Spain has already agreed to government belt-tightening. More austerity likely would have pushed Spain, already suffering from near-25 percent unemployment, deeper into recession.

“You don’t want an economy of that magnitude going down the tubes,” said Daniel Drezner, a professor of international politics at Tufts University in Medford, Mass. Spain has the world’s 13th-biggest economy, more than four times the size of Greece’s. It is the fourth-largest economy in the eurozone.

In recent weeks, jittery investors had demanded higher interest rates on Spanish bonds. If Spain had tried to borrow money in the bond market to rescue its banks, investors would have demanded a much higher interest rate than the favorable deal the banks are getting from their euro neighbors.

The troubles in Europe also are causing economic problems for the United States and developing countries such as China and Brazil, which rely on Europeans to buy their exports. So the plan unveiled Saturday eases pressure on the United States and the rest of the world economy as well.

“Anything that calms European markets is good for the United States,” Drezner said.
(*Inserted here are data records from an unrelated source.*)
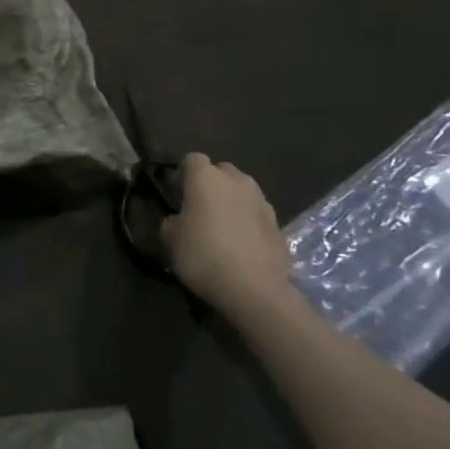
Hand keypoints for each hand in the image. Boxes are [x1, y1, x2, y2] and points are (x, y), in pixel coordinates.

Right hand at [161, 153, 293, 310]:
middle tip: (199, 209)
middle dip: (209, 184)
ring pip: (241, 191)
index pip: (191, 159)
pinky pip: (255, 213)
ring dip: (230, 202)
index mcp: (206, 177)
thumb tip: (179, 219)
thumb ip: (172, 220)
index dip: (181, 174)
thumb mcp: (170, 238)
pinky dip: (247, 221)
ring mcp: (261, 200)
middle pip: (220, 171)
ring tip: (221, 227)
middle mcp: (237, 180)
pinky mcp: (278, 223)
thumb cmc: (203, 256)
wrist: (254, 289)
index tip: (175, 194)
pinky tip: (240, 244)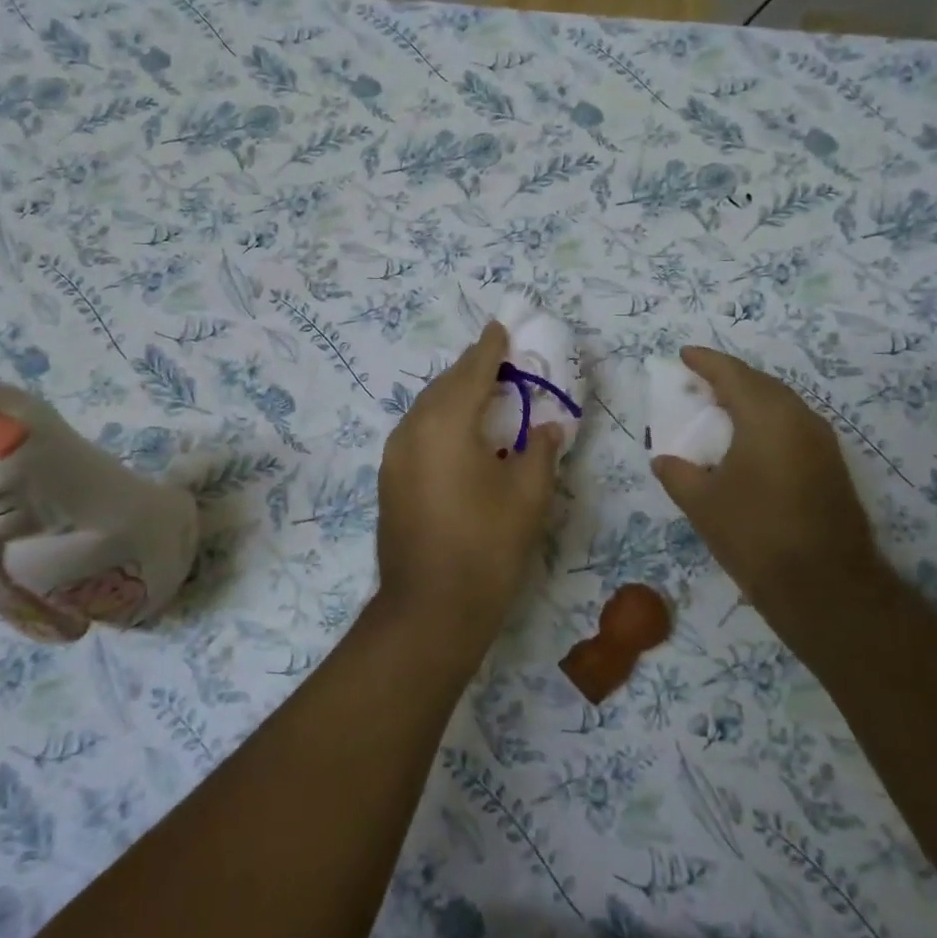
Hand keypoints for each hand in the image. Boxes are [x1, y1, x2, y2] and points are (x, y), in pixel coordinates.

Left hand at [375, 322, 562, 649]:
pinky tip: (461, 434)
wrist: (429, 609)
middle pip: (444, 385)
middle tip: (498, 359)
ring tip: (483, 393)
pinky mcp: (389, 479)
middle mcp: (412, 430)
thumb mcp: (528, 495)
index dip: (489, 348)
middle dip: (471, 369)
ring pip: (426, 409)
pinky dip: (440, 421)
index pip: (471, 371)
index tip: (501, 328)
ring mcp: (394, 456)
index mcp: (446, 424)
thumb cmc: (487, 547)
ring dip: (454, 395)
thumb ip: (540, 450)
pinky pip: (417, 432)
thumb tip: (547, 425)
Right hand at [651, 347, 890, 627]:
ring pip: (781, 403)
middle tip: (700, 381)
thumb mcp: (702, 503)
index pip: (732, 374)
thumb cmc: (755, 535)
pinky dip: (767, 421)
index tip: (684, 354)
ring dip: (751, 399)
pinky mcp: (832, 465)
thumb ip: (677, 473)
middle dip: (729, 377)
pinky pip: (793, 425)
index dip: (706, 361)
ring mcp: (822, 441)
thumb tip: (664, 460)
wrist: (826, 586)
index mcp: (766, 416)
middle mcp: (799, 418)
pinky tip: (750, 441)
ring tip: (722, 407)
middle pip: (761, 383)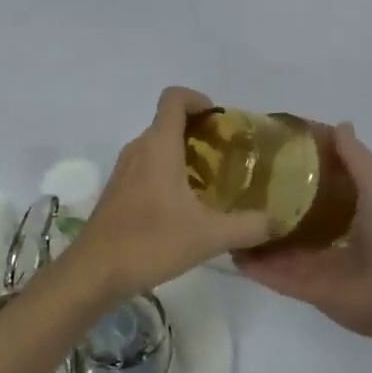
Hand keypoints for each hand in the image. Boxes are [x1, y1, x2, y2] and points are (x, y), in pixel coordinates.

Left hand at [63, 87, 272, 300]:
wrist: (94, 273)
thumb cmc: (151, 242)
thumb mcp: (210, 236)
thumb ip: (248, 226)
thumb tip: (277, 222)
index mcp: (159, 146)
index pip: (174, 98)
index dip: (198, 99)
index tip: (220, 121)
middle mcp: (138, 149)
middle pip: (168, 122)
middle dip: (198, 131)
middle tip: (226, 156)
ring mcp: (123, 171)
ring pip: (156, 146)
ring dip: (182, 153)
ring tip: (210, 181)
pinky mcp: (116, 192)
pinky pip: (146, 167)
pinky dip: (167, 173)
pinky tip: (184, 207)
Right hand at [235, 123, 371, 339]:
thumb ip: (355, 157)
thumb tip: (339, 125)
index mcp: (350, 209)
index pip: (316, 185)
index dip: (295, 168)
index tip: (267, 149)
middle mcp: (330, 235)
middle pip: (292, 215)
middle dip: (267, 202)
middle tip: (235, 182)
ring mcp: (314, 263)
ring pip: (276, 245)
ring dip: (254, 232)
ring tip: (223, 212)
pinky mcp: (303, 288)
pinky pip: (272, 274)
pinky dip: (252, 265)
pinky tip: (228, 248)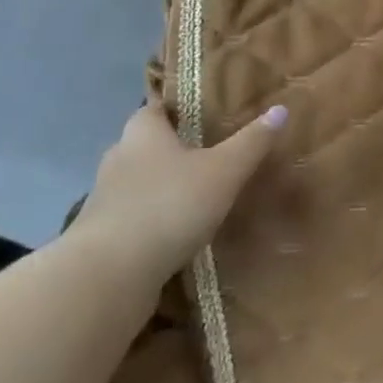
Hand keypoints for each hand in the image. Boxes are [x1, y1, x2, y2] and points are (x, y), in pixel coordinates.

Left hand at [73, 103, 286, 285]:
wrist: (110, 274)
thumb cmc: (170, 205)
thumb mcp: (225, 170)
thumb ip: (252, 142)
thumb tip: (281, 109)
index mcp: (143, 134)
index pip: (155, 108)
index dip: (177, 108)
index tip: (203, 113)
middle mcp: (118, 159)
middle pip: (146, 144)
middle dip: (173, 148)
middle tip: (210, 153)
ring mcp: (104, 199)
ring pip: (139, 182)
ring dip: (163, 186)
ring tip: (198, 194)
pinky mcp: (101, 235)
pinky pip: (133, 216)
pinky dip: (153, 218)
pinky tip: (177, 230)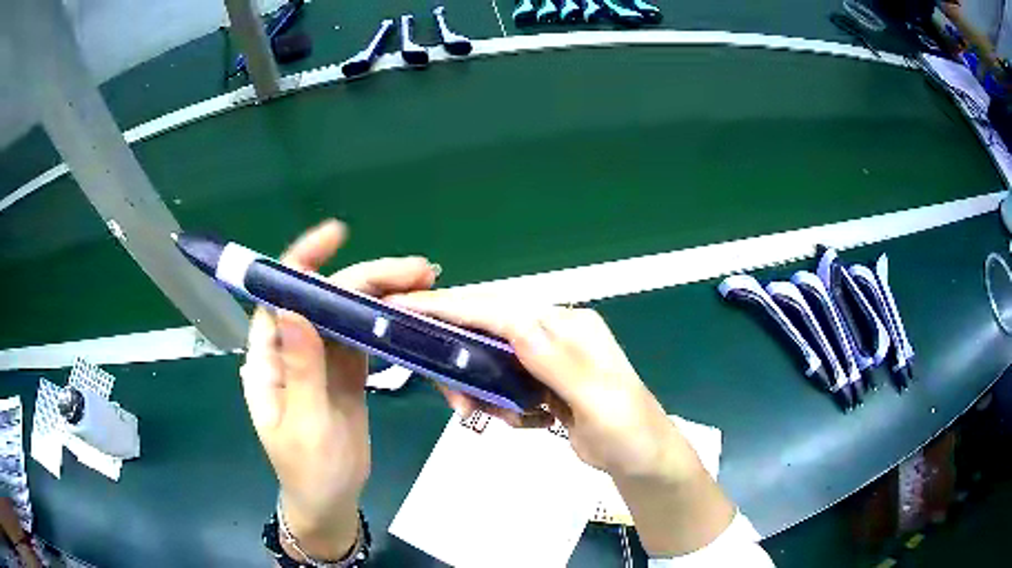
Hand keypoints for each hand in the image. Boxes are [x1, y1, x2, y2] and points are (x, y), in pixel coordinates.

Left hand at [241, 220, 437, 558]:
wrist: (330, 501)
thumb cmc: (309, 470)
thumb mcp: (304, 425)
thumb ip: (300, 368)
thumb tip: (294, 307)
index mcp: (268, 358)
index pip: (280, 296)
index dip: (304, 261)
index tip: (337, 235)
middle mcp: (293, 348)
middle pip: (325, 300)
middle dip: (366, 278)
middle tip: (417, 271)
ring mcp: (323, 359)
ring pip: (349, 314)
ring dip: (383, 295)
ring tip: (426, 283)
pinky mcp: (347, 371)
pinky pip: (365, 337)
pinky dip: (388, 321)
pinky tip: (414, 311)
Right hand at [387, 292, 735, 555]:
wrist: (643, 461)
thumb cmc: (630, 431)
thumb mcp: (598, 400)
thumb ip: (557, 363)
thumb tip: (515, 324)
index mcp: (569, 326)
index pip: (502, 310)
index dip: (453, 307)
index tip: (407, 308)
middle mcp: (555, 333)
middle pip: (489, 331)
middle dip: (462, 361)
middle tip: (455, 399)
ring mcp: (548, 359)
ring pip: (491, 360)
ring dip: (480, 389)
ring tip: (485, 416)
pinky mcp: (542, 383)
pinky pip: (503, 383)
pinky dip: (497, 402)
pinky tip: (518, 421)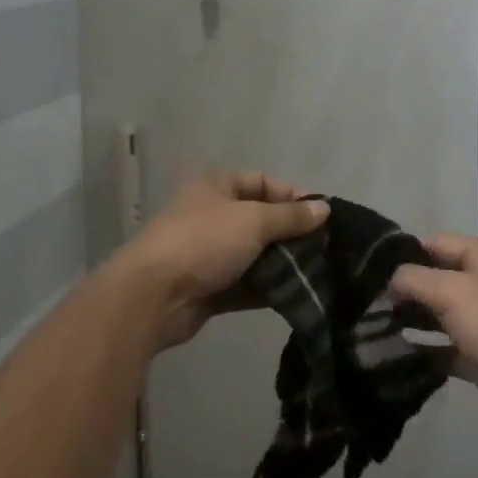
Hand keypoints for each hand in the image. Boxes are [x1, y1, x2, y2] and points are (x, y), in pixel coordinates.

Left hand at [116, 171, 327, 349]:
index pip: (262, 181)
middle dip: (291, 233)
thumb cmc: (204, 242)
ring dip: (282, 262)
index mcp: (215, 185)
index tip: (321, 215)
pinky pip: (246, 283)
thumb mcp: (254, 221)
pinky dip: (267, 287)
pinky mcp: (209, 287)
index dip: (292, 195)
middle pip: (260, 218)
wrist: (153, 296)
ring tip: (316, 272)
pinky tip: (296, 294)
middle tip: (323, 247)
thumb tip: (325, 209)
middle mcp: (211, 214)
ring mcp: (208, 252)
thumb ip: (291, 216)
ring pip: (255, 253)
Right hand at [389, 234, 477, 437]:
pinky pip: (449, 348)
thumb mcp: (452, 291)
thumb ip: (415, 279)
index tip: (373, 271)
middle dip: (408, 290)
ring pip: (443, 314)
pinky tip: (398, 354)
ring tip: (376, 328)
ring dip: (415, 321)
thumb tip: (392, 280)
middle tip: (370, 303)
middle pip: (440, 278)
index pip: (439, 243)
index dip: (408, 254)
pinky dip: (428, 350)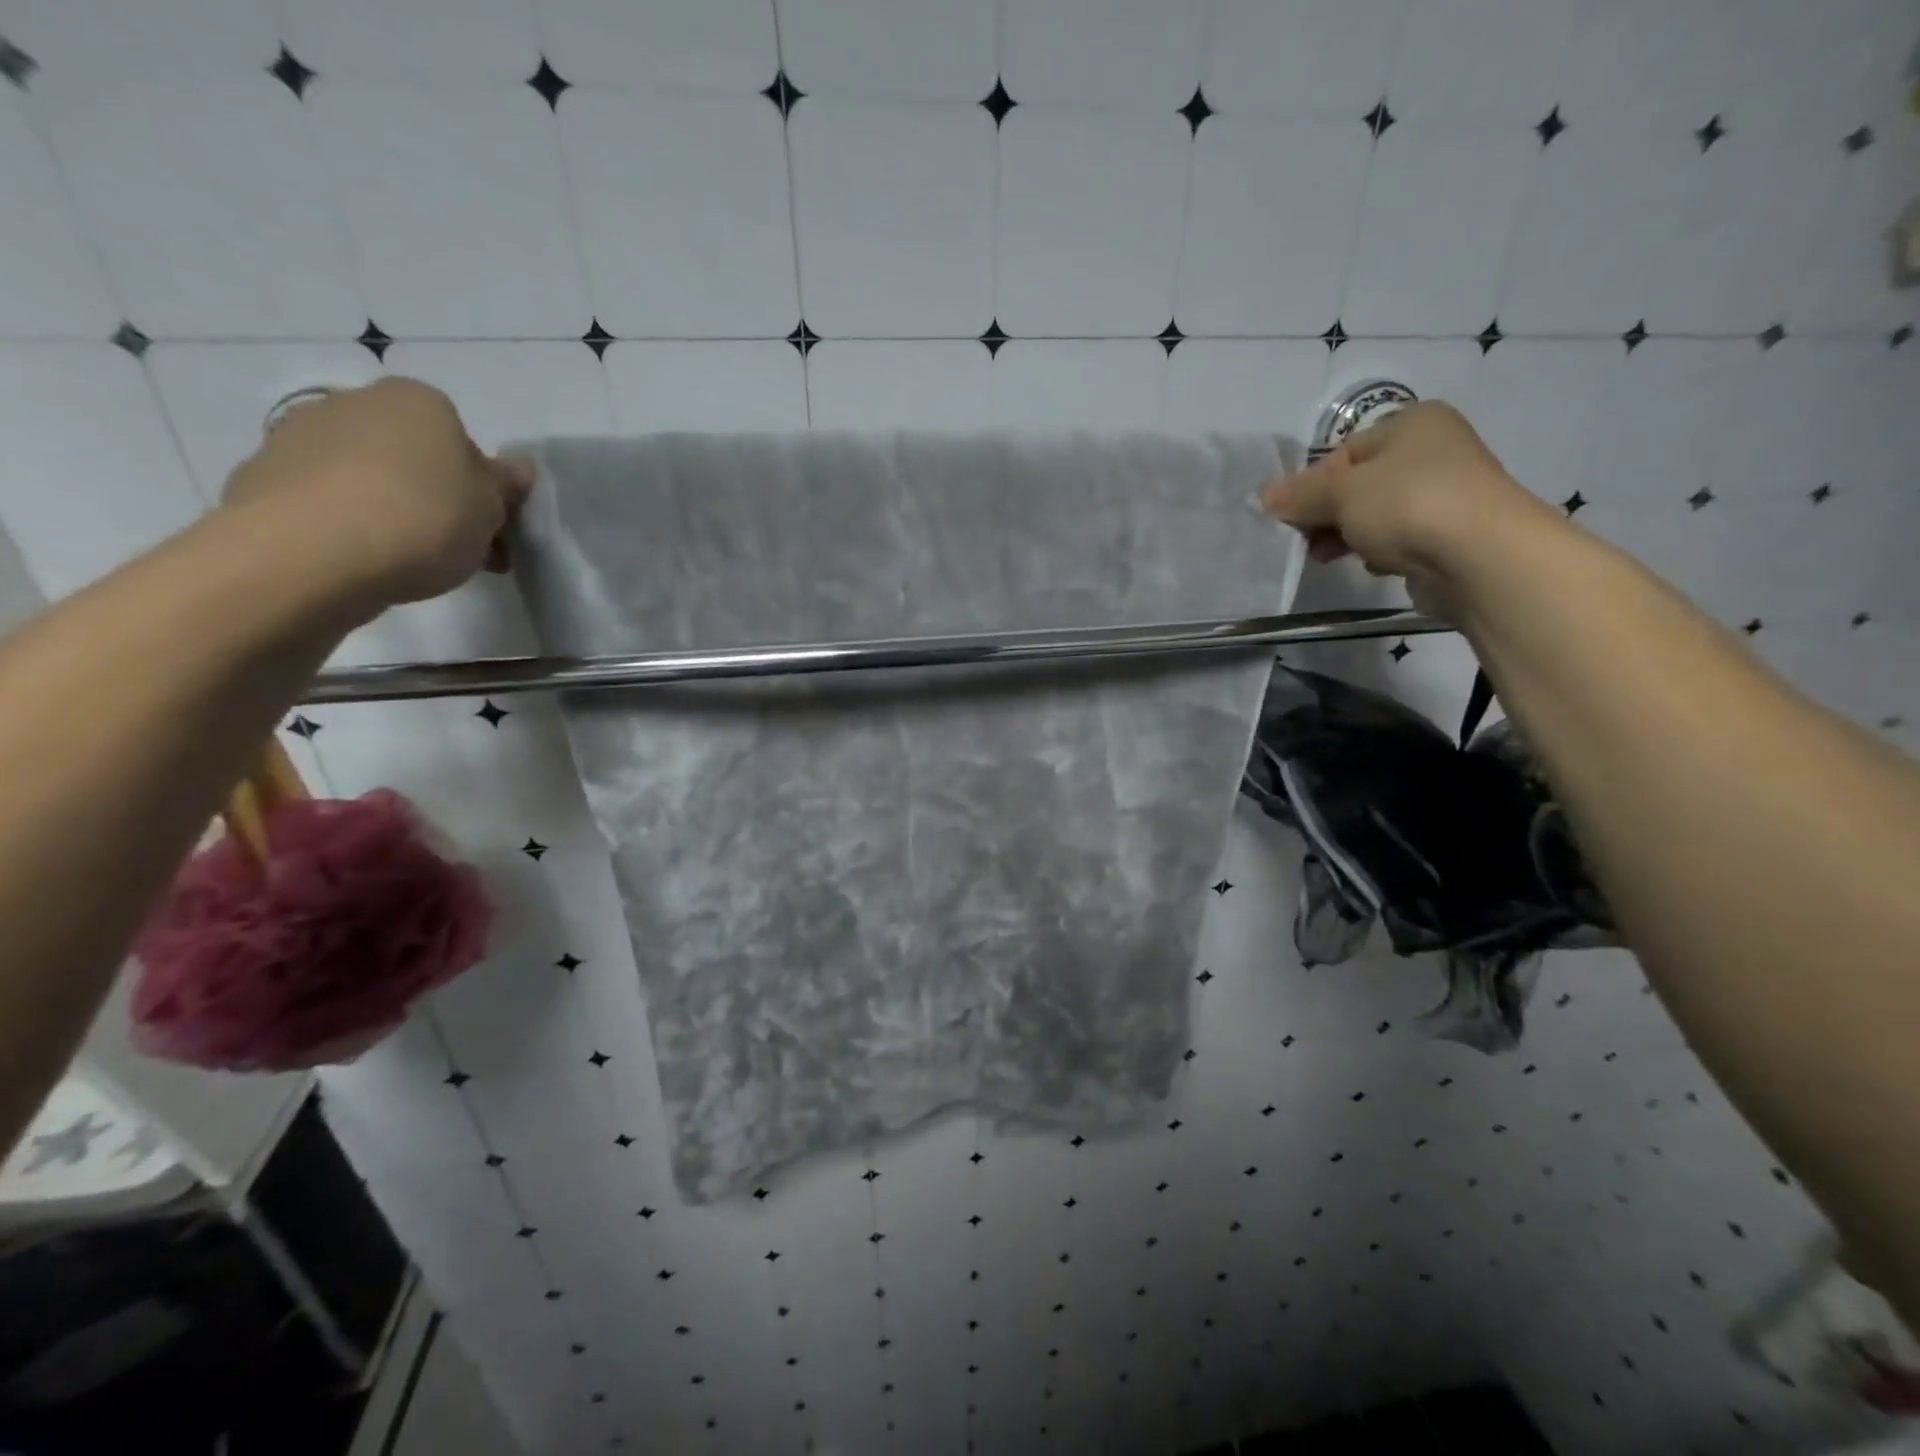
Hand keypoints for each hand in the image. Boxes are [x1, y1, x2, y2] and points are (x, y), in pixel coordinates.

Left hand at [223, 378, 533, 609]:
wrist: (309, 553)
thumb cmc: (423, 520)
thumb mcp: (491, 510)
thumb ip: (505, 487)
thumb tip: (516, 469)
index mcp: (420, 402)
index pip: (465, 442)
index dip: (484, 489)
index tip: (491, 529)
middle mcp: (356, 402)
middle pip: (415, 456)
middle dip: (439, 498)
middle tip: (459, 552)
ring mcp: (301, 434)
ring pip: (370, 476)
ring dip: (394, 509)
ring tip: (409, 562)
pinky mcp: (263, 474)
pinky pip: (327, 499)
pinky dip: (348, 523)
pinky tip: (362, 559)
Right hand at [1260, 400, 1559, 618]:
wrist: (1478, 556)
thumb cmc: (1406, 504)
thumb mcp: (1340, 493)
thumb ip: (1299, 495)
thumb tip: (1264, 495)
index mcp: (1413, 423)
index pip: (1345, 450)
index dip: (1311, 483)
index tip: (1289, 515)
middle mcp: (1435, 450)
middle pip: (1360, 483)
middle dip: (1326, 513)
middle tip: (1301, 540)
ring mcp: (1447, 494)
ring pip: (1377, 513)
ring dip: (1347, 535)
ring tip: (1324, 557)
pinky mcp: (1451, 535)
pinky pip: (1400, 539)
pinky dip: (1379, 551)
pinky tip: (1370, 565)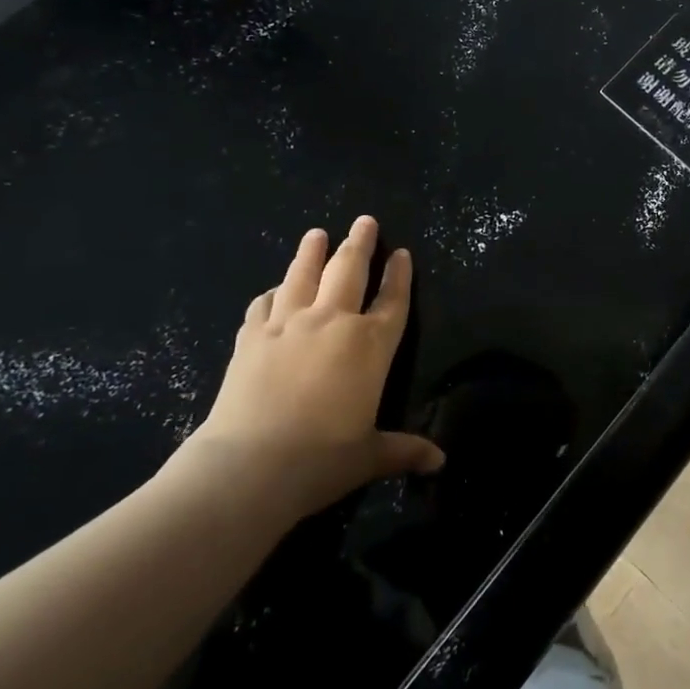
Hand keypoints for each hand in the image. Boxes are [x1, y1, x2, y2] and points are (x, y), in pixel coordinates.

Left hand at [175, 216, 443, 525]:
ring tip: (316, 233)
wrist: (249, 467)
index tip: (402, 253)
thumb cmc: (321, 460)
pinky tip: (275, 290)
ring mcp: (288, 325)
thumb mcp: (369, 456)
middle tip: (364, 221)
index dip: (399, 276)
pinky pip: (264, 304)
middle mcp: (333, 322)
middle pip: (349, 271)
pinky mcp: (251, 337)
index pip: (392, 300)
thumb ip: (404, 451)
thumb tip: (440, 462)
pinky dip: (273, 293)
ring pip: (303, 275)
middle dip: (359, 243)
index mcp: (370, 345)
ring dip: (312, 252)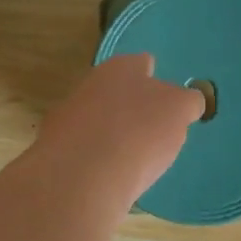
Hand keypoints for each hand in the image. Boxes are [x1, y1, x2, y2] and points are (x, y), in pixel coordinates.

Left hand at [36, 54, 204, 208]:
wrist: (82, 176)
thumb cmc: (140, 133)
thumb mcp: (180, 112)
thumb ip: (187, 102)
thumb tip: (187, 102)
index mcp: (122, 67)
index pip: (143, 64)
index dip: (156, 80)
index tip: (167, 100)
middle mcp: (90, 83)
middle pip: (117, 91)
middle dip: (132, 107)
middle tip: (152, 131)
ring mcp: (67, 114)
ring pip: (97, 118)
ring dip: (111, 132)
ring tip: (132, 158)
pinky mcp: (54, 147)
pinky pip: (83, 148)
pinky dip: (95, 158)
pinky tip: (108, 176)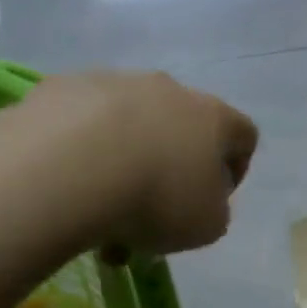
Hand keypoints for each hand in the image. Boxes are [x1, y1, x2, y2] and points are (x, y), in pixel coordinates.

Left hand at [12, 71, 257, 257]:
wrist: (69, 166)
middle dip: (169, 167)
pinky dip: (81, 149)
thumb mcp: (206, 226)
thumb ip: (214, 210)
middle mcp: (167, 89)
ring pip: (127, 122)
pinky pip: (81, 121)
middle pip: (180, 126)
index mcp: (212, 118)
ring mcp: (113, 81)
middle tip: (151, 211)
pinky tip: (68, 182)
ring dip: (123, 159)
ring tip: (100, 206)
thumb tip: (200, 199)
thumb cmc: (156, 199)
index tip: (214, 201)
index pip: (243, 134)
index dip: (235, 169)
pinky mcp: (64, 86)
The Spanish deal also gives European policymakers more time to strengthen the euro. They are already planning to create a “banking union” with a centralized regulator, a bailout fund and deposit insurance that covers savers across Europe.

Europe still needs to find a way to stimulate economic growth across the continent so that European countries can begin to grow their way out of their debt problems.

Despite the bank deal, Spain’s grinding economic misery will get worse this year, Prime Minister Mariano Rajoy said Sunday. The conservative prime minister said the economy will shrink by 1.7 percent this year and more Spaniards will lose their jobs, even with the help.

“This year is going to be a bad one,” Rajoy said.